I forgot my purse in a bar. Actually, I forgot several purses in several bars. At 19 years old, I was quite new to the chic, wild-yet-well-mannered club scene in London, where one is expected to gracefully keep command of a full cocktail and a fashionable clutch purse while seemingly effortlessly flitting about a crowded dance floor.
When on separate occasions, my bag, and with it my ID, cash, and credit cards, stayed behind in bars without me, my girlfriends mocked me mercilessly for being so forgetful. As a starving student, whose social life was supported by the generosity of club promoter friends granting free entrée into VIP parties with open bars, a weekend without my ID meant no ‘going out’.
As a lark, one night I emerged from our apartment for an evening out with a vintage bag from which I had removed the handle and replaced it with a handcuff chain of my own design. My friends and I all had a good laugh as I cuffed the bag to my wrist, and off we went into the night.
That evening, at the birthday party of a prominent hip-hop artist, the guest of honor’s socialite girlfriend took notice of my strange but striking handbag. She asked where I had purchased it and how she could get one for herself. Perhaps it was martini that made me bold, but I told her I was a fashion designer, and that this piece was from my own collection. I said I would be happy to offer her a sample bag for purchase. I was thrilled when she ordered two bags at what I believed was an outrageous price: her order was more than cover that month’s rent.
In the next few weeks, the word-of-mouth orders and the attention the bag received on the street made it clear to me that this was a business opportunity. Upon finishing my study-abroad program in England, I moved back to California and worked two jobs as a fashion buyer and as a cocktail waitress to fund the production of a sample line.
My partner, Kyle Eliason, and I hired a team of three interns and dressed them up in my then extensive wardrobe, yet another earned benefit from my time as a fashion buyer, so they “looked the part” as I sent them to deliver bags to various PR offices, celebrity stylists, and chic local boutiques.

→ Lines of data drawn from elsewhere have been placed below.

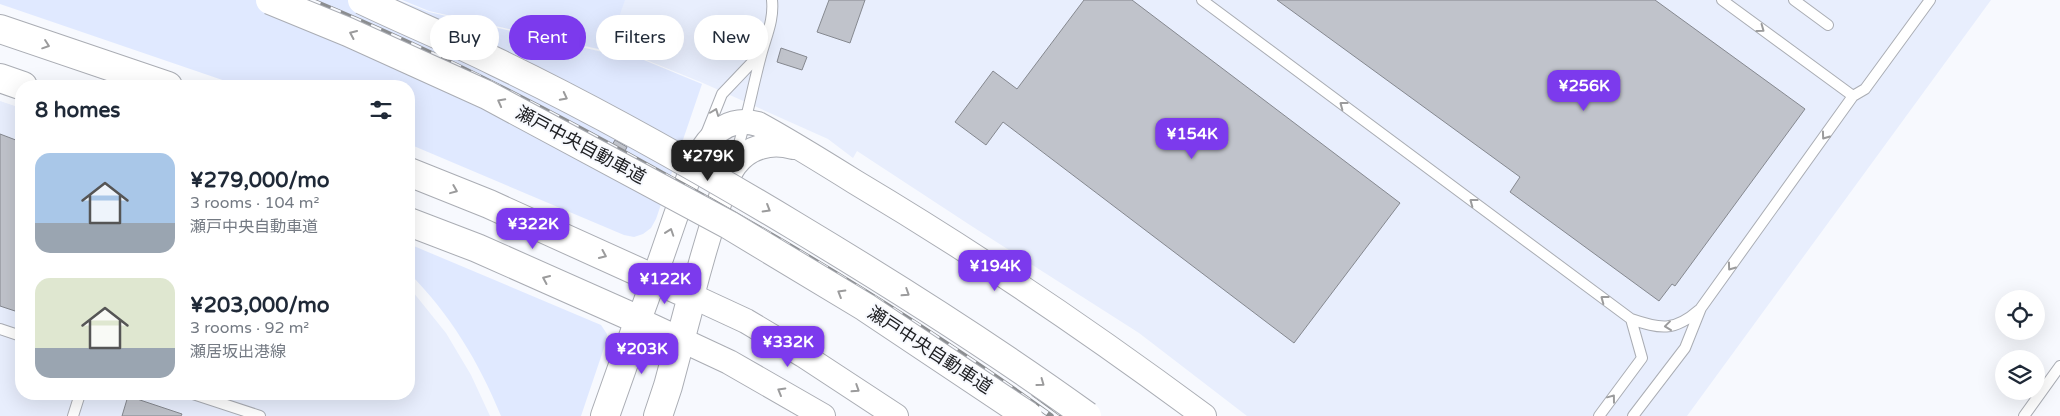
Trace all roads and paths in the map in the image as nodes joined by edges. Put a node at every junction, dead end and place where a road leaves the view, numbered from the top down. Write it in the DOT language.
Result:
graph roads {
  1 [pos="270,0"];
  2 [pos="362,0"];
  3 [pos="772,0"];
  4 [pos="1202,0"];
  5 [pos="1722,0"];
  6 [pos="1794,0"];
  7 [pos="1930,0"];
  8 [pos="1828,25"];
  9 [pos="0,29"];
  10 [pos="768,36"];
  11 [pos="754,60"];
  12 [pos="760,60"];
  13 [pos="0,78"];
  14 [pos="150,80"];
  15 [pos="15,83"];
  16 [pos="1854,96"];
  17 [pos="747,121"];
  18 [pos="800,148"];
  19 [pos="691,173"];
  20 [pos="415,174"];
  21 [pos="728,177"];
  22 [pos="415,224"];
  23 [pos="654,278"];
  24 [pos="692,296"];
  25 [pos="1702,308"];
  26 [pos="1631,319"];
  27 [pos="639,320"];
  28 [pos="0,329"];
  29 [pos="15,334"];
  30 [pos="681,339"];
  31 [pos="2060,366"];
  32 [pos="78,400"];
  33 [pos="211,400"];
  34 [pos="73,416"];
  35 [pos="260,416"];
  36 [pos="605,416"];
  37 [pos="658,416"];
  38 [pos="823,416"];
  39 [pos="896,416"];
  40 [pos="1028,416"];
  41 [pos="1088,416"];
  42 [pos="1204,416"];
  43 [pos="1599,416"];
  44 [pos="1633,416"];
  45 [pos="2024,416"];
  40 -- 1 [label="main road, 瀬戸中央自動車道, one-way, bridge"];
  2 -- 41 [label="main road, 瀬戸中央自動車道, one-way, bridge"];
  3 -- 10 [label="lane"];
  26 -- 4 [label="lane, one-way"];
  5 -- 16 [label="lane, one-way"];
  6 -- 8 [label="lane"];
  7 -- 16 [label="lane"];
  9 -- 14 [label="main road, one-way"];
  19 -- 11 [label="lane, one-way"];
  12 -- 17 [label="lane"];
  13 -- 15 [label="main road"];
  16 -- 25 [label="lane, one-way"];
  17 -- 18 [label="street"];
  17 -- 19 [label="street"];
  17 -- 21 [label="lane"];
  18 -- 21 [label="street"];
  18 -- 42 [label="street"];
  23 -- 19 [label="street, one-way"];
  20 -- 23 [label="main road, one-way"];
  21 -- 24 [label="street"];
  27 -- 22 [label="main road, one-way"];
  23 -- 24 [label="main road"];
  23 -- 27 [label="street"];
  24 -- 30 [label="main road"];
  24 -- 39 [label="street, one-way"];
  25 -- 26 [label="lane, one-way"];
  25 -- 44 [label="lane"];
  43 -- 26 [label="lane, one-way"];
  27 -- 30 [label="street"];
  27 -- 36 [label="main road"];
  28 -- 29 [label="lane"];
  30 -- 37 [label="main road"];
  38 -- 30 [label="street, one-way"];
  31 -- 45 [label="lane"];
  32 -- 34 [label="lane"];
  33 -- 35 [label="lane"];
}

At one such boutique, the notable Lisa Kline on Robertson Blvd., Paris Hilton purchased a bag in every color, ten total.
With the press attention that followed, Nordstrom took notice of the brand and wrote a large order. After purchasing materials for their order, we could not afford the labor for finishing work. Enter Sigma Chi fraternity! We maxed out my last credit card purchasing enough pizza and beer to fuel my brother and his fraternity brothers for two straight days of assembling bags and packaging them for shipment.
Within 48 hours, 12 extra large pizzas, and 6 cases of Coors Light, we shipped to Nordstrom. “Paris Hilton’s favorite purse”, the Cuffz “Barfly” bag, was the must-have holiday item for 2004, and the “it” bag for Spring 2005. Within 3 years, the brand gained recognition within the luxury fashion community, and was eventually acquired by a major multinational fashion company, Theory Clothing.
Over the years, our team enjoyed a great deal of success in the worldwide accessories market: Cuffz handbags now adorn the shoulders of celebrities, grace the glossy pages of top-tier fashion magazines, and ornament the shelves of fine department stores as well as our own Tokyo boutiques.